3. Business registration authorities;
4. Tax authorities;
5. Other entities involved in enterprise registration.
Article 3. Interpretation of terms
In this Decree, the terms below are construed as follows:
1. Enterprise registration means the enterprise’s founder registering information about the enterprise to be established; an enterprise registering changes or intended changes in information about enterprise registration with the business registration authority, which is retained in National Enterprise Registration Database. Enterprise registration includes registration of enterprise establishment, registration of changes of enterprise registration information, and other obligation to register, notify under this Decree.
2. National Enterprise Registration Information System means the system of dedicated information about enterprise registration established and operated by the Ministry of Planning and Investment in cooperation with other agencies to send, receive, store, display, or perform other tasks serving enterprise registration.
3. National Business Registration Portal is an electronic information portal for entities to apply for enterprise registration online, access information about enterprise registration, publish enterprise registration information, and for business registration authorities to issue certificates of enterprise registration.
4. National Enterprise Registration Database is the collection of data about enterprise registration nationwide. Information in the application for enterprise registration and legal status of the enterprise stored in National Enterprise Registration Database are considered original information about the enterprise.
5. Online enterprise registration means the enterprise’s founder or the enterprise applying for enterprise registration via National Business Registration Portal.

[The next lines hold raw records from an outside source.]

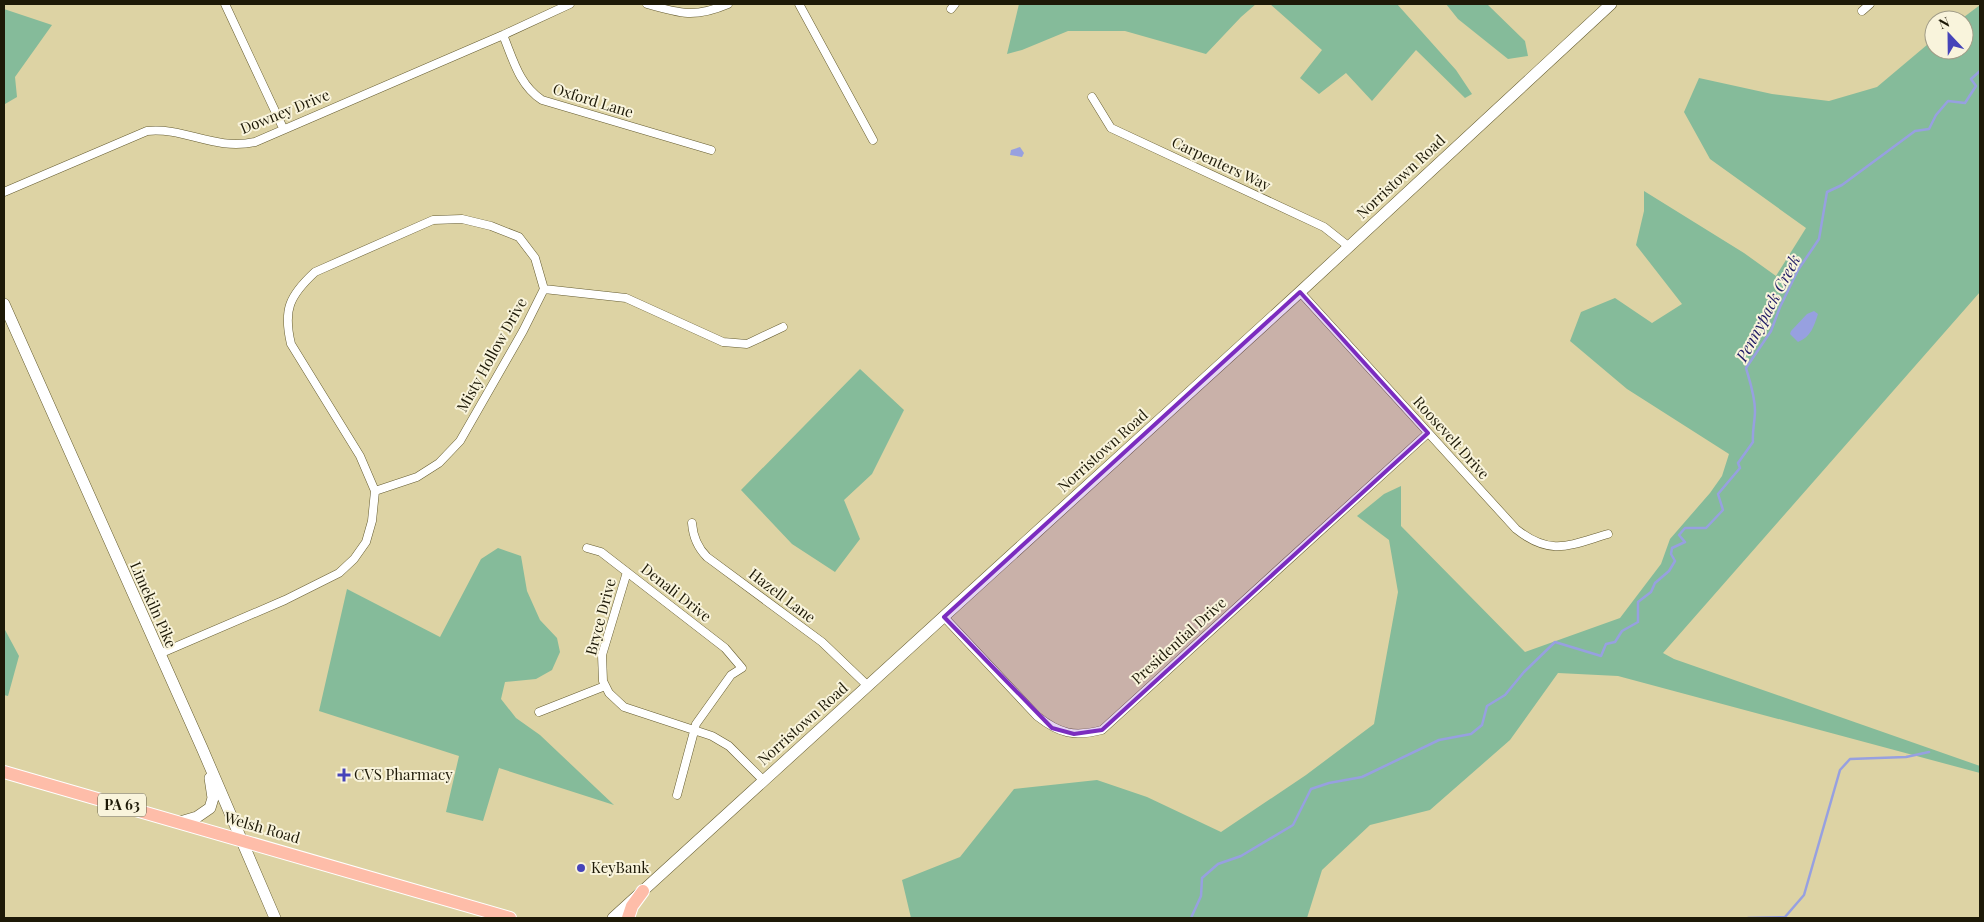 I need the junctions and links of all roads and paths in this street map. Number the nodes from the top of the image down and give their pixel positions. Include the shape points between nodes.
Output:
1 (225, 4) edge
2 (570, 4) edge
3 (647, 4) edge
4 (728, 4) edge
5 (799, 4) edge
6 (1610, 4) edge
7 (1870, 4) edge
8 (1862, 11) dead end
9 (503, 35) junction
10 (1092, 97) dead end
11 (283, 128) junction
12 (873, 140) dead end
13 (711, 150) dead end
14 (4, 192) edge
15 (1348, 246) junction
16 (544, 289) junction
17 (1300, 292) junction
18 (4, 304) edge
19 (783, 327) dead end
20 (1428, 433) junction
21 (375, 492) junction
22 (692, 522) dead end
23 (1608, 534) dead end
24 (586, 548) dead end
25 (627, 572) junction
26 (944, 617) junction
27 (159, 654) junction
28 (605, 686) junction
29 (868, 686) junction
30 (539, 712) dead end
31 (694, 730) junction
32 (202, 748) junction
33 (4, 772) edge
34 (764, 781) junction
35 (677, 795) dead end
36 (180, 822) junction
37 (241, 839) junction
38 (643, 891) junction
39 (275, 918) edge
40 (510, 918) edge
41 (613, 918) edge
42 (628, 918) edge

1 - 11 street
2 - 9 street, Downey Drive
3 - 4 street via 689,14 715,10
5 - 12 street
6 - 15 main road, Norristown Road
7 - 8 street
9 - 11 street, Downey Drive
9 - 13 street, Oxford Lane via 520,77 542,100
10 - 15 street, Carpenters Way via 1111,128 1324,227
11 - 14 street, Downey Drive via 240,145 227,145 161,129 147,131
15 - 17 main road, Norristown Road
16 - 19 street via 626,298 723,342 746,344
16 - 21 street, Misty Hollow Drive via 460,441 440,462 417,477
16 - 21 street, Misty Hollow Drive via 535,258 519,237 462,218 433,220 315,272 299,287 288,306 287,327 291,344 360,456
17 - 20 street, Roosevelt Drive
17 - 26 main road, Norristown Road
18 - 27 main road, Limekiln Pike
20 - 23 street, Roosevelt Drive via 1516,529 1537,544 1561,547
20 - 26 street, Presidential Drive via 1102,730 1074,734 1052,728
21 - 27 street, Misty Hollow Drive via 366,542 338,573 285,600
22 - 29 street, Hazell Lane via 693,536 707,557 822,642
24 - 25 street, Denali Drive via 601,552
25 - 28 street, Bryce Drive via 602,655
25 - 31 street, Denali Drive via 725,648 742,668 731,675 701,715
26 - 29 main road, Norristown Road
27 - 32 main road, Limekiln Pike
28 - 30 street
28 - 31 street via 616,702 624,707
29 - 34 main road, Norristown Road
31 - 34 street via 729,746
31 - 35 street
32 - 36 main road via 213,798 210,808 197,817
32 - 37 main road, Limekiln Pike
33 - 36 main road, Welsh Road / PA 63
34 - 38 main road, Norristown Road
36 - 37 main road, Welsh Road / PA 63
37 - 39 main road, Limekiln Pike
37 - 40 main road, Welsh Road / PA 63
38 - 41 main road, Norristown Road
38 - 42 main road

6. Online application for enterprise registration means the application for enterprise registration submitted via National Business Registration Portal which consists of the same documents as those of the paper application that are converted into digital formats. An online application for enterprise registration is as valid as a paper one.

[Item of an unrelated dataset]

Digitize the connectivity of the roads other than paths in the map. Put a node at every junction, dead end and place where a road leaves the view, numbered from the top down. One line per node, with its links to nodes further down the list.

7. Electronic document means electronic data created online or scanned from a paper document in the .doc or .pdf format, which contains the exact and complete information on the paper document.
8. Public digital signature means a form of electronic signature prescribed by regulations of law on digital signature and authentication of digital signature.

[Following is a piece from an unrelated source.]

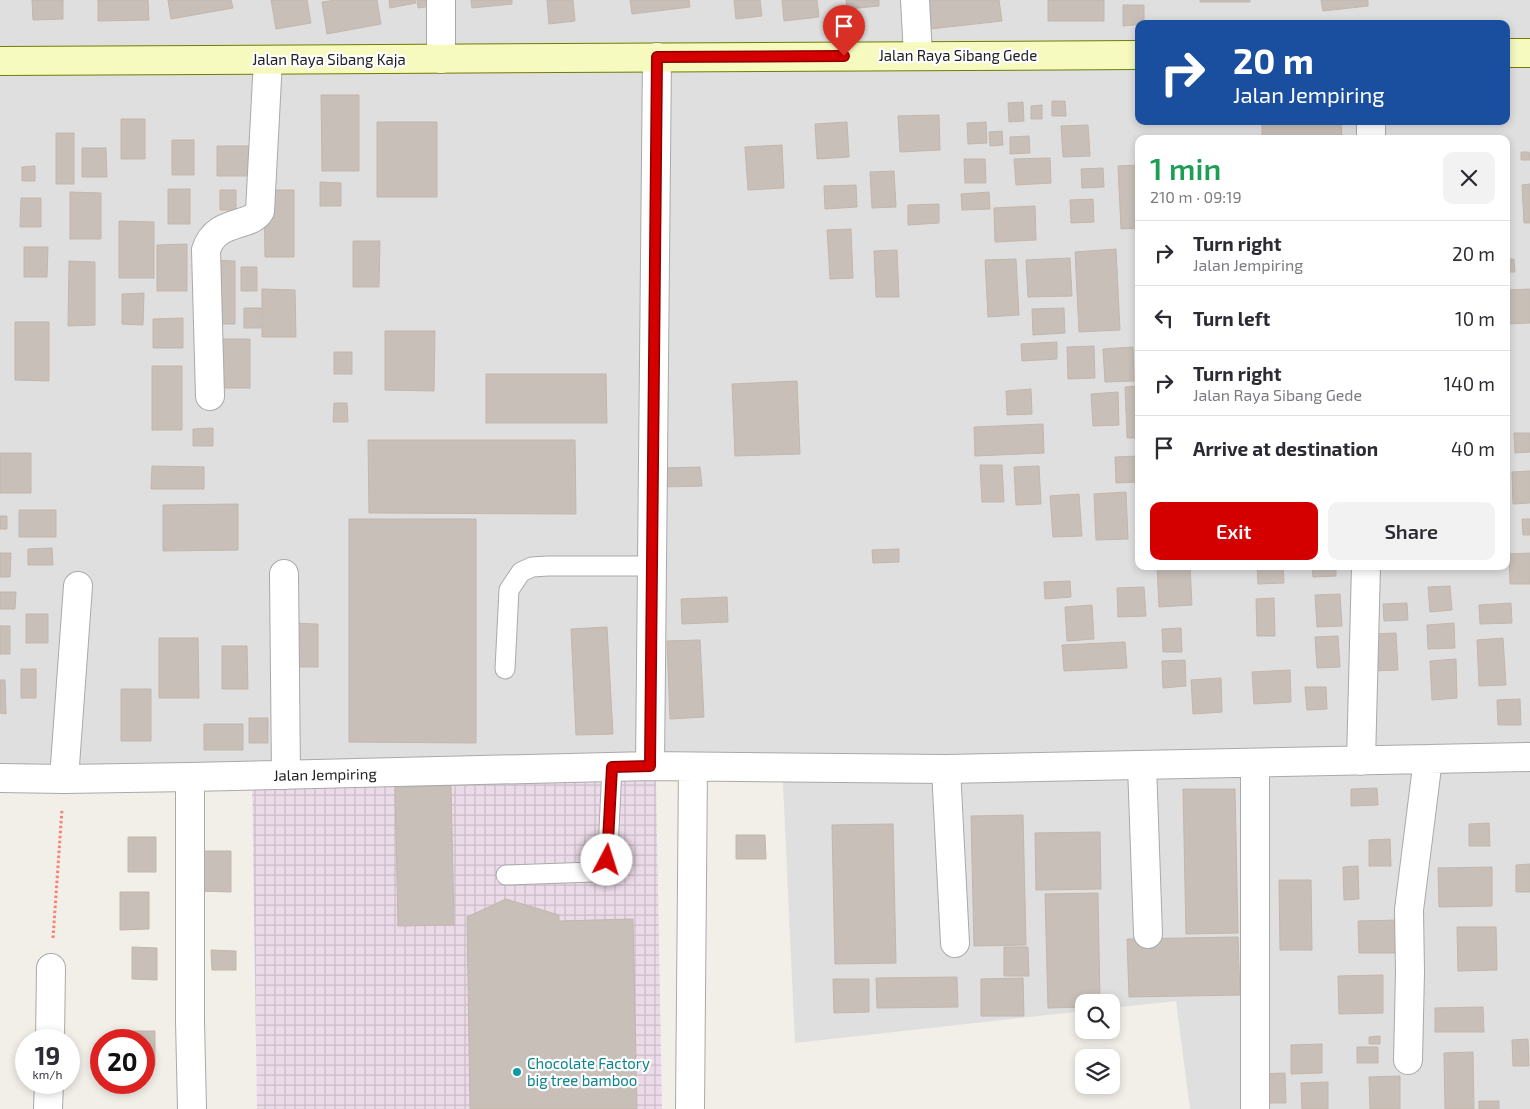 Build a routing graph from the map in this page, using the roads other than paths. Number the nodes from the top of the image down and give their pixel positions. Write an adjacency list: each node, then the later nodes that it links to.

9. Business registration accounts are accounts created by National Enterprise Registration Information System for organizations and individuals to apply for enterprise registration online. Business registration accounts are used for authentication of online application for enterprise registration in case the enterprise’s founder or the enterprise does not use a public digital signature.
10. Legitimate copies of documents in the application for enterprise registration are copies taken from the master register or copies authenticated by a competent authority, or copies that have been compared to the originals.
11. Document digitalization means scanning information on papers and converting them into electronic documents.
12. Data standardization means reviewing, comparing, and adjusting information about enterprise registration and status of enterprises in National Enterprise Registration Database.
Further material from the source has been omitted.